YuJiang · March 1, 2023, 9:06pm

I have a problem extracting the gender information from the first name. I have a bunch of email addresses and I used one regular expression pattern to extract the first name information. It contains some non-first names information and then I need to tell whether it's a first name before extracting the gender information. It returns me an error and I cannot fix it by myself. Any suggestions or help?

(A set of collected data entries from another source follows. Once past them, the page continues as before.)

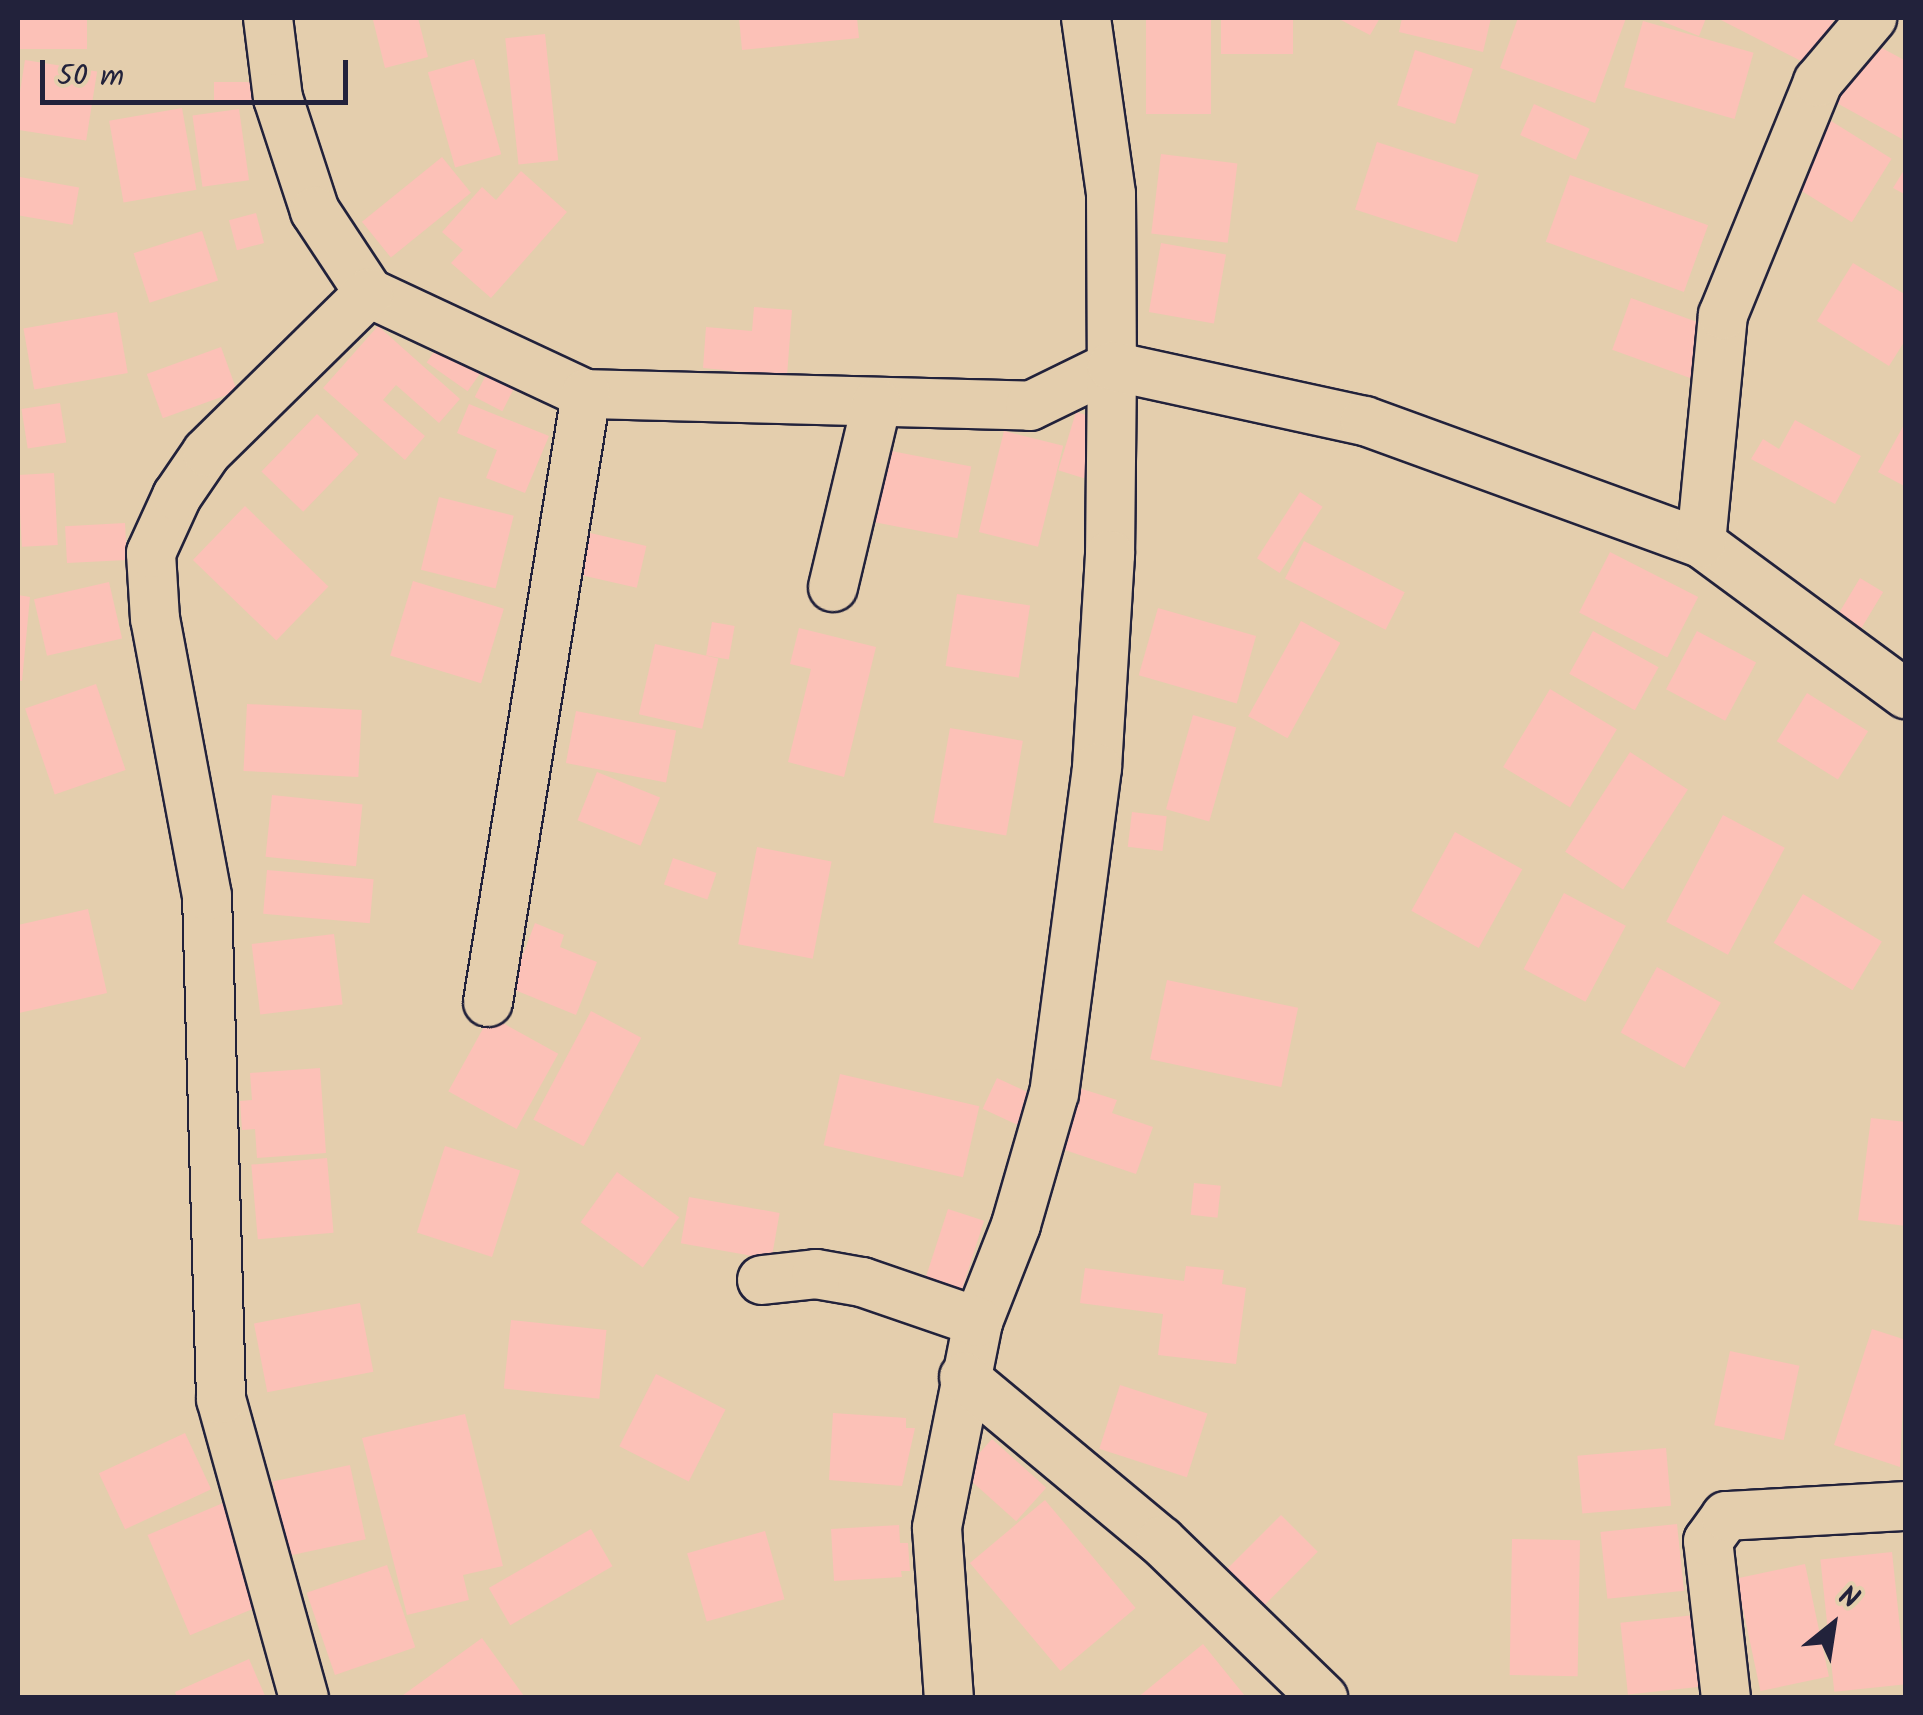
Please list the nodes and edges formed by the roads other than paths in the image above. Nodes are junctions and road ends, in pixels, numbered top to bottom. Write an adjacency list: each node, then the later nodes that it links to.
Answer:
1 (268, 18): 4 (street)
2 (1086, 18): 5 (street)
3 (1872, 18): 8 (street)
4 (369, 293): 6 (street); 16 (street)
5 (1112, 366): 7 (street); 8 (street); 13 (street)
6 (586, 394): 7 (street); 11 (street)
7 (877, 403): 9 (street)
8 (1701, 543): 10 (street)
9 (833, 587)
10 (1906, 694)
11 (488, 1002)
12 (762, 1280): 13 (street)
13 (978, 1322): 14 (street)
14 (964, 1376): 17 (street); 18 (street)
15 (1906, 1506): 19 (street)
16 (304, 1698)
17 (949, 1698)
18 (1323, 1698)
19 (1726, 1698)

Really appreciate it.

Here is my dataset: TESTNAME.csv - Google Drive

Here is my code:

library(httr)
library(jsonlite)
library(lexicon)

# API endpoint URL
url <- "https://api.genderize.io"

df <- read.csv("TESTNAME.csv")
email_test <- df$x

# Get list of common first names from reference corpus
first_names <- freq_first_names[["Name"]]

# Filter out non-first name information
names <- tolower(email_test)[tolower(email_test) %in% tolower(first_names)]

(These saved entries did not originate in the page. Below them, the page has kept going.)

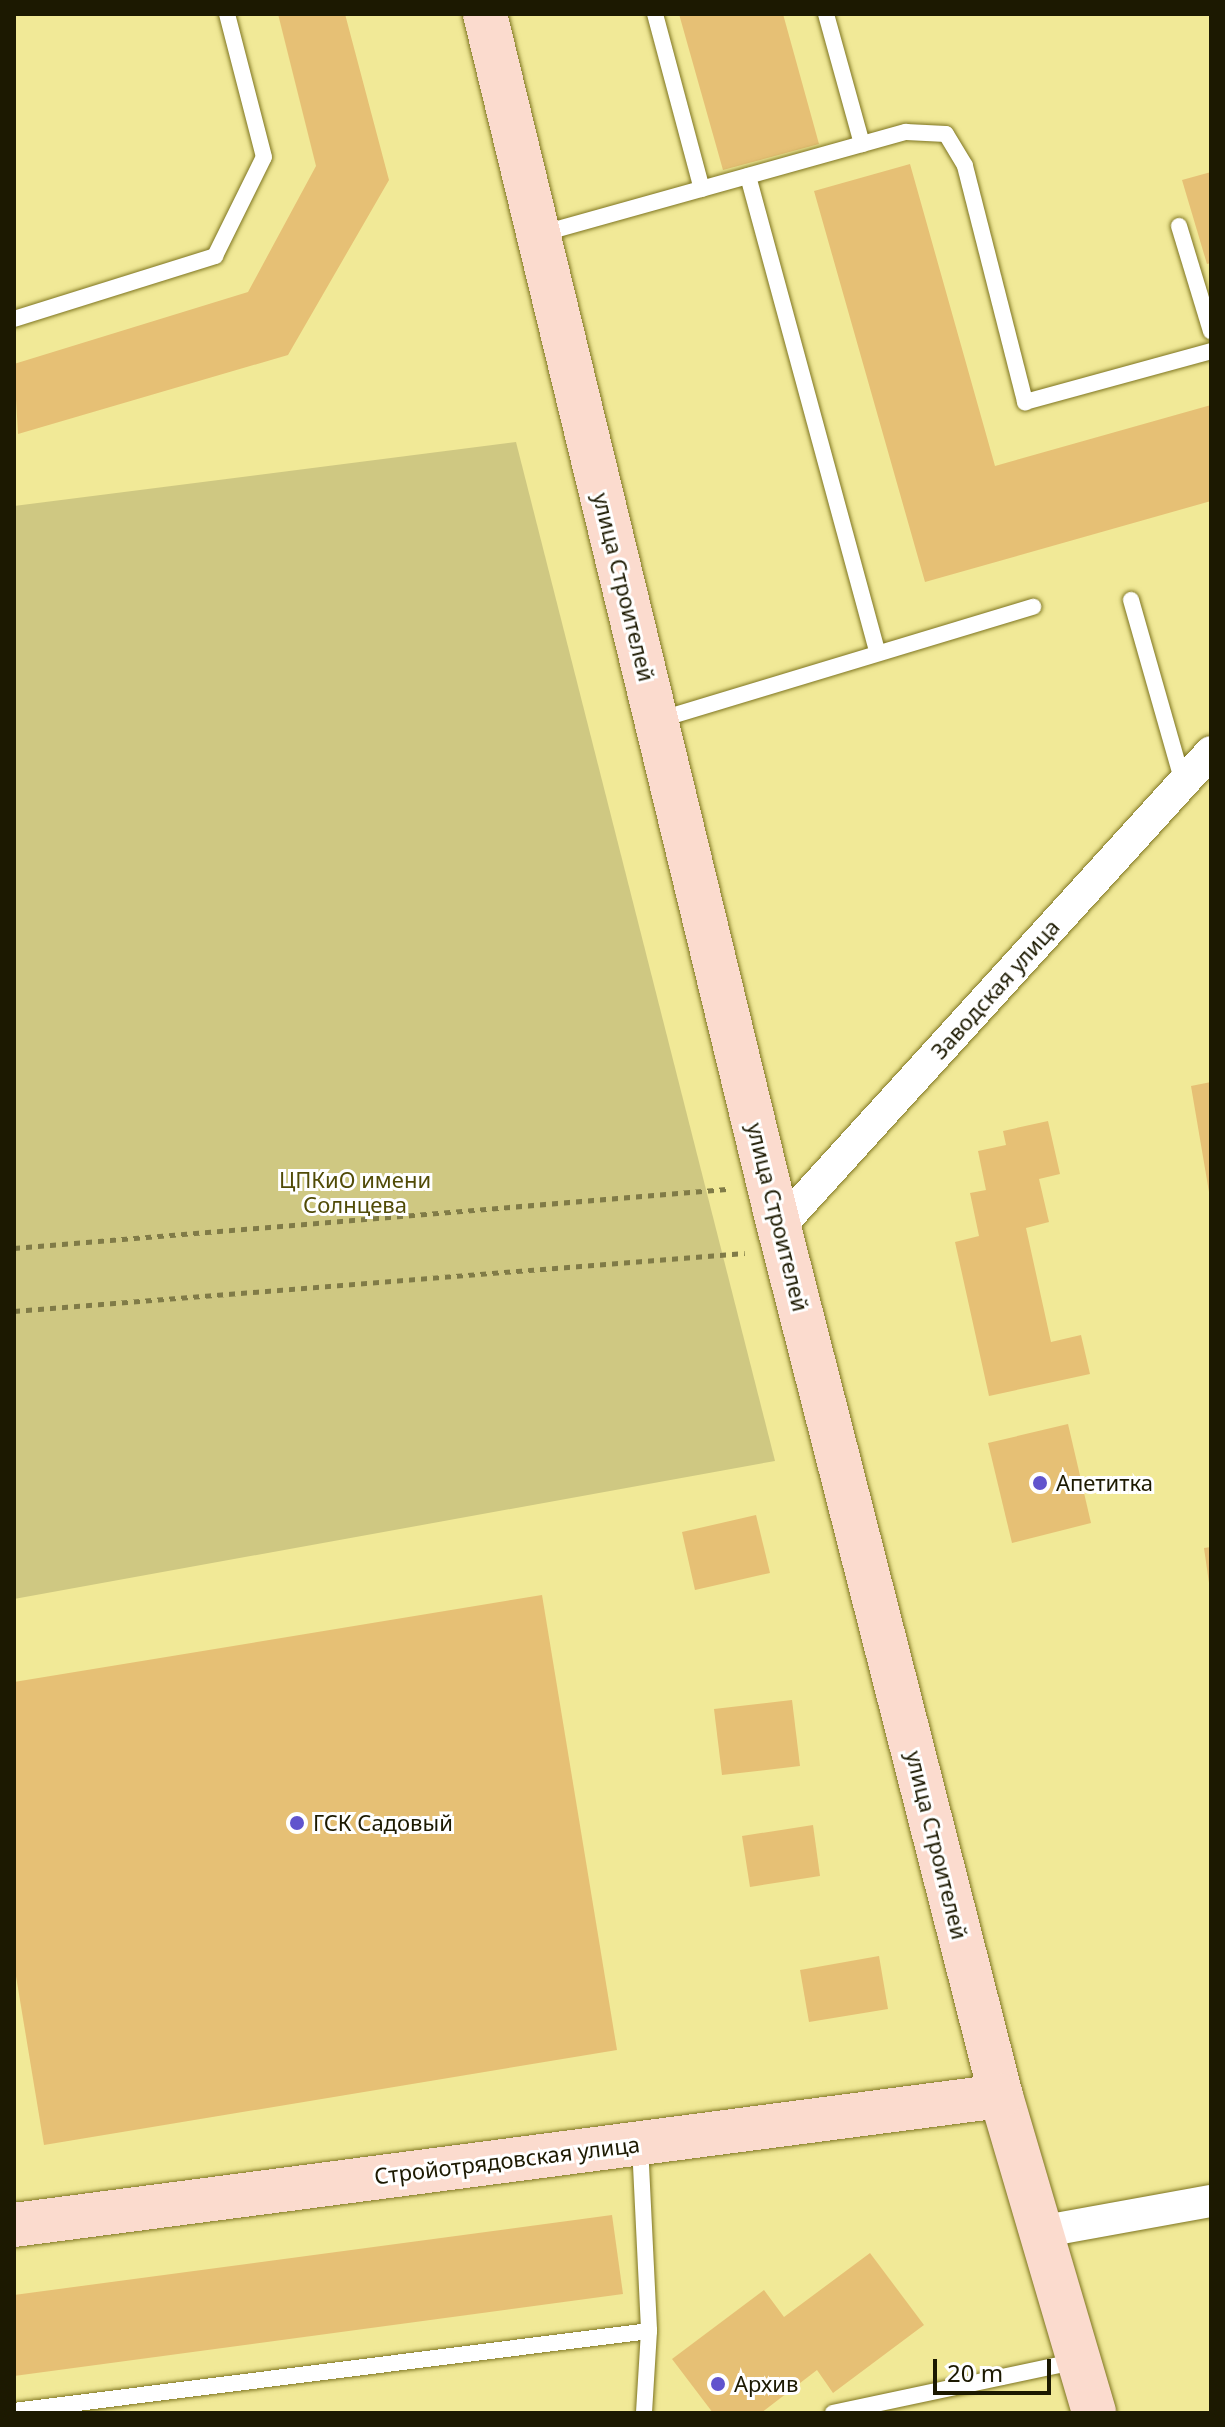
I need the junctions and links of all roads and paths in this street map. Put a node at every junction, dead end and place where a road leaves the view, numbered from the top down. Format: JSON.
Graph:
{"nodes":[{"id":1,"x":227,"y":14,"type":"edge"},
{"id":2,"x":485,"y":14,"type":"edge"},
{"id":3,"x":655,"y":14,"type":"edge"},
{"id":4,"x":826,"y":14,"type":"edge"},
{"id":5,"x":862,"y":144,"type":"junction"},
{"id":6,"x":748,"y":176,"type":"junction"},
{"id":7,"x":702,"y":189,"type":"junction"},
{"id":8,"x":1179,"y":226,"type":"dead end"},
{"id":9,"x":539,"y":234,"type":"junction"},
{"id":10,"x":14,"y":319,"type":"edge"},
{"id":11,"x":1211,"y":331,"type":"edge"},
{"id":12,"x":1211,"y":351,"type":"edge"},
{"id":13,"x":1131,"y":600,"type":"dead end"},
{"id":14,"x":1033,"y":607,"type":"dead end"},
{"id":15,"x":878,"y":653,"type":"junction"},
{"id":16,"x":657,"y":720,"type":"junction"},
{"id":17,"x":1211,"y":752,"type":"edge"},
{"id":18,"x":1183,"y":782,"type":"junction"},
{"id":19,"x":743,"y":1187,"type":"dead end"},
{"id":20,"x":768,"y":1239,"type":"junction"},
{"id":21,"x":14,"y":1248,"type":"edge"},
{"id":22,"x":14,"y":1311,"type":"edge"},
{"id":23,"x":1001,"y":2096,"type":"junction"},
{"id":24,"x":640,"y":2143,"type":"junction"},
{"id":25,"x":1211,"y":2201,"type":"edge"},
{"id":26,"x":14,"y":2225,"type":"edge"},
{"id":27,"x":1040,"y":2232,"type":"junction"},
{"id":28,"x":649,"y":2331,"type":"junction"},
{"id":29,"x":1081,"y":2360,"type":"junction"},
{"id":30,"x":14,"y":2411,"type":"edge"},
{"id":31,"x":644,"y":2413,"type":"edge"},
{"id":32,"x":833,"y":2413,"type":"edge"},
{"id":33,"x":1094,"y":2413,"type":"edge"}],
"edges":[{"from":1,"to":10,"type":"lane"},
{"from":2,"to":9,"type":"main road","name":"улица Строителей"},
{"from":3,"to":7,"type":"lane"},
{"from":4,"to":5,"type":"lane"},
{"from":5,"to":6,"type":"lane"},
{"from":5,"to":12,"type":"lane"},
{"from":6,"to":7,"type":"lane"},
{"from":6,"to":15,"type":"lane"},
{"from":7,"to":9,"type":"lane"},
{"from":8,"to":11,"type":"lane"},
{"from":9,"to":16,"type":"main road","name":"улица Строителей"},
{"from":13,"to":18,"type":"lane"},
{"from":14,"to":15,"type":"lane"},
{"from":15,"to":16,"type":"lane"},
{"from":16,"to":20,"type":"main road","name":"улица Строителей"},
{"from":17,"to":18,"type":"street","name":"Заводская улица"},
{"from":18,"to":20,"type":"street","name":"Заводская улица"},
{"from":19,"to":21,"type":"path"},
{"from":20,"to":22,"type":"path"},
{"from":20,"to":23,"type":"main road","name":"улица Строителей"},
{"from":23,"to":24,"type":"main road","name":"Стройотрядовская улица"},
{"from":23,"to":27,"type":"main road","name":"улица Строителей"},
{"from":24,"to":26,"type":"main road","name":"Стройотрядовская улица"},
{"from":24,"to":28,"type":"lane"},
{"from":25,"to":27,"type":"street"},
{"from":27,"to":29,"type":"main road","name":"улица Строителей"},
{"from":28,"to":30,"type":"lane"},
{"from":28,"to":31,"type":"lane"},
{"from":29,"to":32,"type":"lane"},
{"from":29,"to":33,"type":"main road","name":"улица Строителей"}]}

# Function to call Genderize.io API and extract gender information for a single name
get_gender <- function(name) {
  response <- GET(paste0(url, "?name=", name))
  data <- content(response, as = "text", encoding = "UTF-8")
  json <- fromJSON(data)
  if (json$gender != "") {
    return(json$gender)
  } else {
    return(NA)
  }
}

# Apply get_gender function to each name in the list
genders <- sapply(names, get_gender)

# Combine names and genders into a data frame
df <- data.frame(name = names, gender = genders)

# Print the result
df

Here is the error:

M_AcostaCH · March 2, 2023, 1:50am

Hi, Im run your code and is well.
In my case don't show an error

The result of final df

YuJiang · March 2, 2023, 2:53am

Thanks for your reply and I'll check it now.

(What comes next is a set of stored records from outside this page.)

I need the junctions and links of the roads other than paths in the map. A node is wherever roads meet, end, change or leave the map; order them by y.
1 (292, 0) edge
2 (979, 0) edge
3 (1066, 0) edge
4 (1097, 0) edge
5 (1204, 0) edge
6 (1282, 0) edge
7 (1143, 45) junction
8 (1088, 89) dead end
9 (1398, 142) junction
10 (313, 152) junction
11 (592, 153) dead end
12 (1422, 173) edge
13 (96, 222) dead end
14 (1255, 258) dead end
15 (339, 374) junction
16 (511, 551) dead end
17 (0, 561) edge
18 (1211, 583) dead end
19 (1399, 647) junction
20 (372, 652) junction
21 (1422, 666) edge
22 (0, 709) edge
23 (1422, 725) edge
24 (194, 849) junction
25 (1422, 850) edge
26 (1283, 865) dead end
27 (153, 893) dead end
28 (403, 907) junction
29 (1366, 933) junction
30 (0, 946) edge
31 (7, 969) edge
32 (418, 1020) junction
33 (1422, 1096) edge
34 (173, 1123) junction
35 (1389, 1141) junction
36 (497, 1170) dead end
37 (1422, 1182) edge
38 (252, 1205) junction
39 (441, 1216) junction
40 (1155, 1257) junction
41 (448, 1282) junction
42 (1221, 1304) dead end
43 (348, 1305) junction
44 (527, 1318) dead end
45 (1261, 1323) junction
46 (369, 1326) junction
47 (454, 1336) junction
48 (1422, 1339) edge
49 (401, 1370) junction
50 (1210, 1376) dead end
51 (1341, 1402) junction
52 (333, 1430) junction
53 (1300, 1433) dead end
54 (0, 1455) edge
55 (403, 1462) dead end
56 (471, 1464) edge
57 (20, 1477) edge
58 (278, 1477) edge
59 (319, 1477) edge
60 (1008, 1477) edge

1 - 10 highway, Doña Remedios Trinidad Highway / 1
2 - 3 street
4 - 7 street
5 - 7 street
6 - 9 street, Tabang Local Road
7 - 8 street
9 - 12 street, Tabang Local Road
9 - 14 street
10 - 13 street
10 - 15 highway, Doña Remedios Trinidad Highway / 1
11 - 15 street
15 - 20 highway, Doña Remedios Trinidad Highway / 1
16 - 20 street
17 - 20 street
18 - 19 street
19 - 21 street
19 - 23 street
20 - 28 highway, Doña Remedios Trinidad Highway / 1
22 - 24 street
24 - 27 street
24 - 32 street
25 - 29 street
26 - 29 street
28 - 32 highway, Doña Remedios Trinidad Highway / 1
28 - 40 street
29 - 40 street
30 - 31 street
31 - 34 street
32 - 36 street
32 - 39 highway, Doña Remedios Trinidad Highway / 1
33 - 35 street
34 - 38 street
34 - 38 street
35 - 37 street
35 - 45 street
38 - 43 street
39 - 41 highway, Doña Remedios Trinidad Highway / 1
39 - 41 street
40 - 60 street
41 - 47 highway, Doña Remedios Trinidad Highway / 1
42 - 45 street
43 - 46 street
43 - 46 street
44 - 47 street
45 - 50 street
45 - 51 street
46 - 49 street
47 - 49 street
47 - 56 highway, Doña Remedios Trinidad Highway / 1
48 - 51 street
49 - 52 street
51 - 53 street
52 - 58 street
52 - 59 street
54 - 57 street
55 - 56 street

YuJiang · March 2, 2023, 2:56am

YuJiang:

library(httr)
library(jsonlite)
library(lexicon)

# API endpoint URL
url <- "https://api.genderize.io"

df <- read.csv("TESTNAME.csv")
email_test <- df$x

# Get list of common first names from reference corpus
first_names <- freq_first_names[["Name"]]

# Filter out non-first name information
names <- tolower(email_test)[tolower(email_test) %in% tolower(first_names)]

# Function to call Genderize.io API and extract gender information for a single name
get_gender <- function(name) {
  response <- GET(paste0(url, "?name=", name))
  data <- content(response, as = "text", encoding = "UTF-8")
  json <- fromJSON(data)
  if (json$gender != "") {
    return(json$gender)
  } else {
    return(NA)
  }
}

# Apply get_gender function to each name in the list
genders <- sapply(names, get_gender)

# Combine names and genders into a data frame
df <- data.frame(name = names, gender = genders)

# Print the result

It works out on my laptop as well and thanks for your help.

system · April 13, 2023, 2:57am

This topic was automatically closed 42 days after the last reply. New replies are no longer allowed.

If you have a query related to it or one of the replies, start a new topic and refer back with a link.